ベースボーカルのティナ・ウェイマス(Tina Weymouth)がツインテールでライブしてた姿の映像は、なぜだか完璧じゃない美しさと魅力があった。その姿だけで一瞬で好きになった。ギターのカッティングもキーボードの音色も、歌い方もぜ〜んぶタイプ。
ヒップホップもレゲエのテイストも盛り込まれとる。レコードで聴くとなおさら音がちょっとザラっとしとってさらに良き!
CSS『Cansei De Ser Sexy』

すんげえパンク。ライブで絶対盛り上がるリズムとテンポで、結局ボーカルがもっていくんだろうなって思うくらいかわいくて強い歌。適当に歌ってんだろうなって思うんだけど、ボーカルのラヴフォックス(Lovefoxxx)を知るとその適当に聴こえるような歌もラップも、彼女の人生だからこその表現で、良いほうの「適当」なんだろうなって思う。
ってボーカルに頭もってかれるんやけど、ずっと聴いとると楽曲の良さがどんどん伝わってきて、このバンドやば!え、何!ってなって1日が終わるに。こんなバンド、そうそう現れん。
Carpenters『GOLDEN PRIZE Vol.2』

音楽のお母さん的存在は、いつの時代も変わらずカーペンターズ(Carpenters)だと思う。
兄妹でデュオといえばカーペンターズだよねって言われるくらいの世界的ミュージシャンだよね。誰もが聴いたことのある音楽だし、どこかの地域では小学校の給食の時間に流れる音楽だったりする。それくらい耳馴染みが本当に良くて、優しくて、全てを包み込んでくれる音楽を彼らはこの世界に作りだしてくれた。ありがとう!
今もきっと、これから先も、みんなにとっての心の「お母さん」はカーペンターズだと私たちは思う!
YMO『浮気なぼくら』

YMO(Yellow Magic Orchestra)といえば、「RYDEEN」ば。「RYDEEN」や「TECHNOPOLIS」が有名で、私たちもその曲たちからYMOを知った。
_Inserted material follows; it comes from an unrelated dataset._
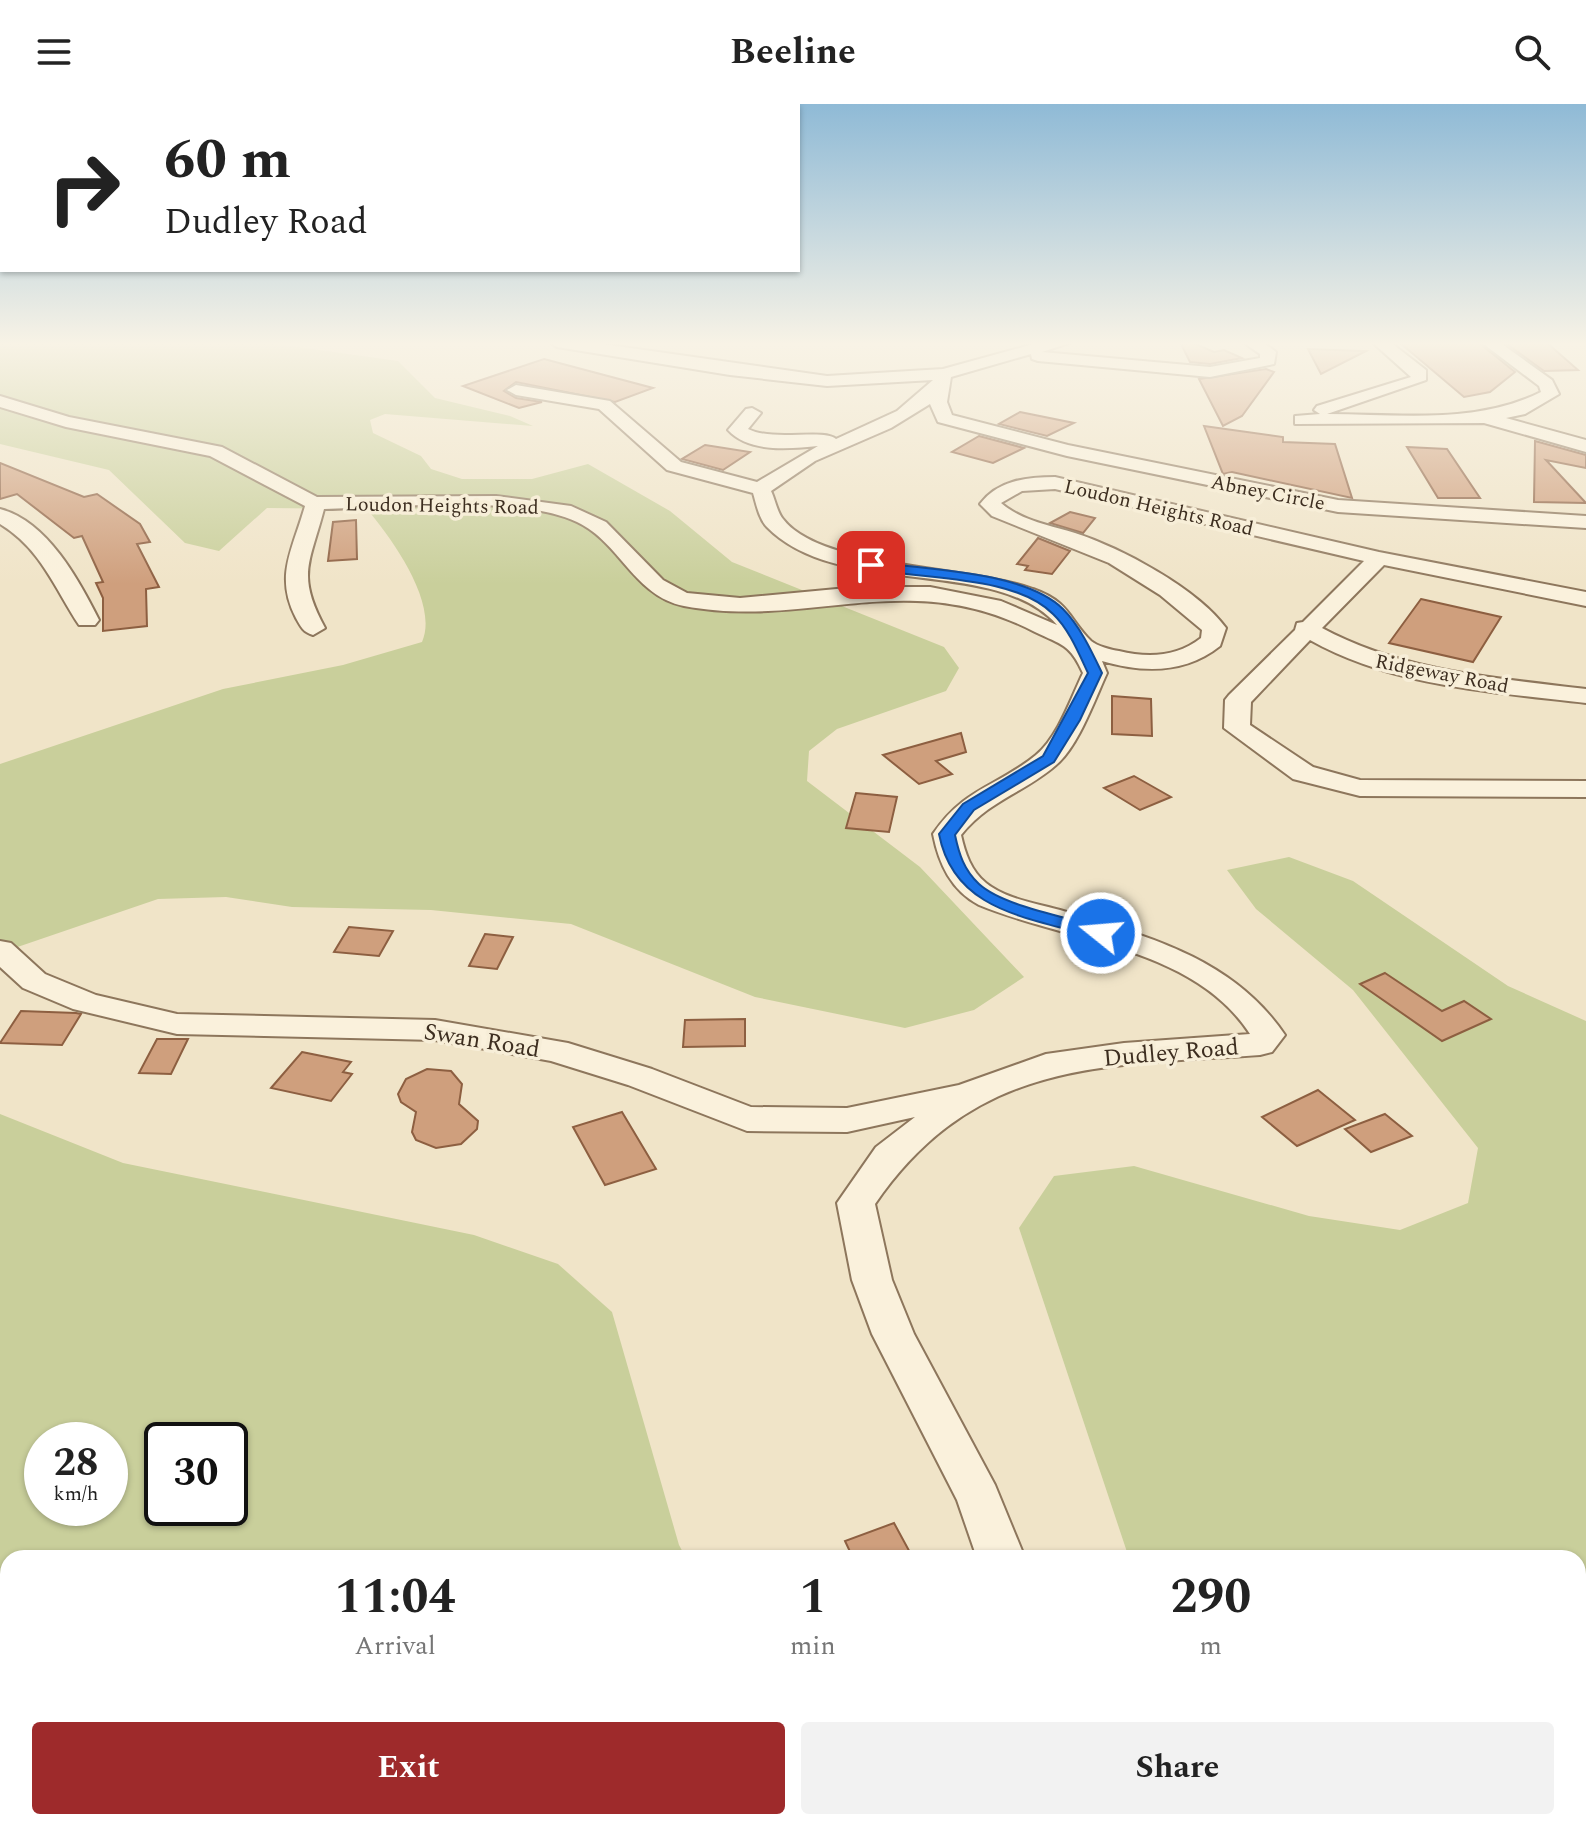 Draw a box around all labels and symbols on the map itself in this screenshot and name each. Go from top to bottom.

そのときに、YMOってインストでテクノをやるクールなバンドなんだな〜って思ってたけど、『浮気なぼくら』を聴いたとき、歌も歌ってるし、ふざけてるし、かわいいし、なんだこの面白い人たちは〜ってワクワクしたんだよね。
私たちは、はっぴいえんどから入って細野晴臣さんがYMOのメンバーって知ってからYMOを聴き始めたから、てっきり、そういう音楽かなって予想したけど、全然違うから、わーーー天才って思った〜。
このアルバム=「君に、胸キュン。」だけど、2曲目の「希望の路」が結構好きで、月9のトレンディドラマの主題歌みたいな雰囲気で、ドラマチックでノスタルジックな曲なんだよね。さいこーーーにすき。憎さあまって可愛さ百倍!!!!!!!!!
HIPPO CAMPUS『BAMBI』

私たちはCHAIというバンドで活動していたときに、前座でアメリカツアーに参加させてもらったバンドの一つがヒッポ・キャンパス(Hippo Campus)。彼らのことはその前から大好きで、特に、このアルバムタイトルでもある「BAMBI」という曲がとにかく好きで好きでたまらんかったんだ〜。
だもんで彼らのアメリカツアーで前座させてもらえるなんて、ミュージシャン人生で自分たちの好きなアーティストと関われることが何よりも嬉しかったから、こんな嬉しいことはないってほど嬉しかったし、最高のツアーになったんだ。
ツアー中、「BAMBI」の歌を一緒に歌えたとき、泣くほど嬉しかった。ロマンチックでノスタルジックで、刺激もあって、優しくて、彼らの人間性が表現されてるこのアルバムが、すごく好き!
MANAKANA
2024年3月に解散したニュー・エキサイト・オンナバンド「CHAI」のマナ(Vo,Key)とカナ(Vo,Gt)による新たなユニット。2025年3月には1stアルバム『十二〜toni〜』を発表。マナは「おもちいず」という名のキャラクタープロジェクトを始動させ、カナはヨガインストラクターとしても活動している。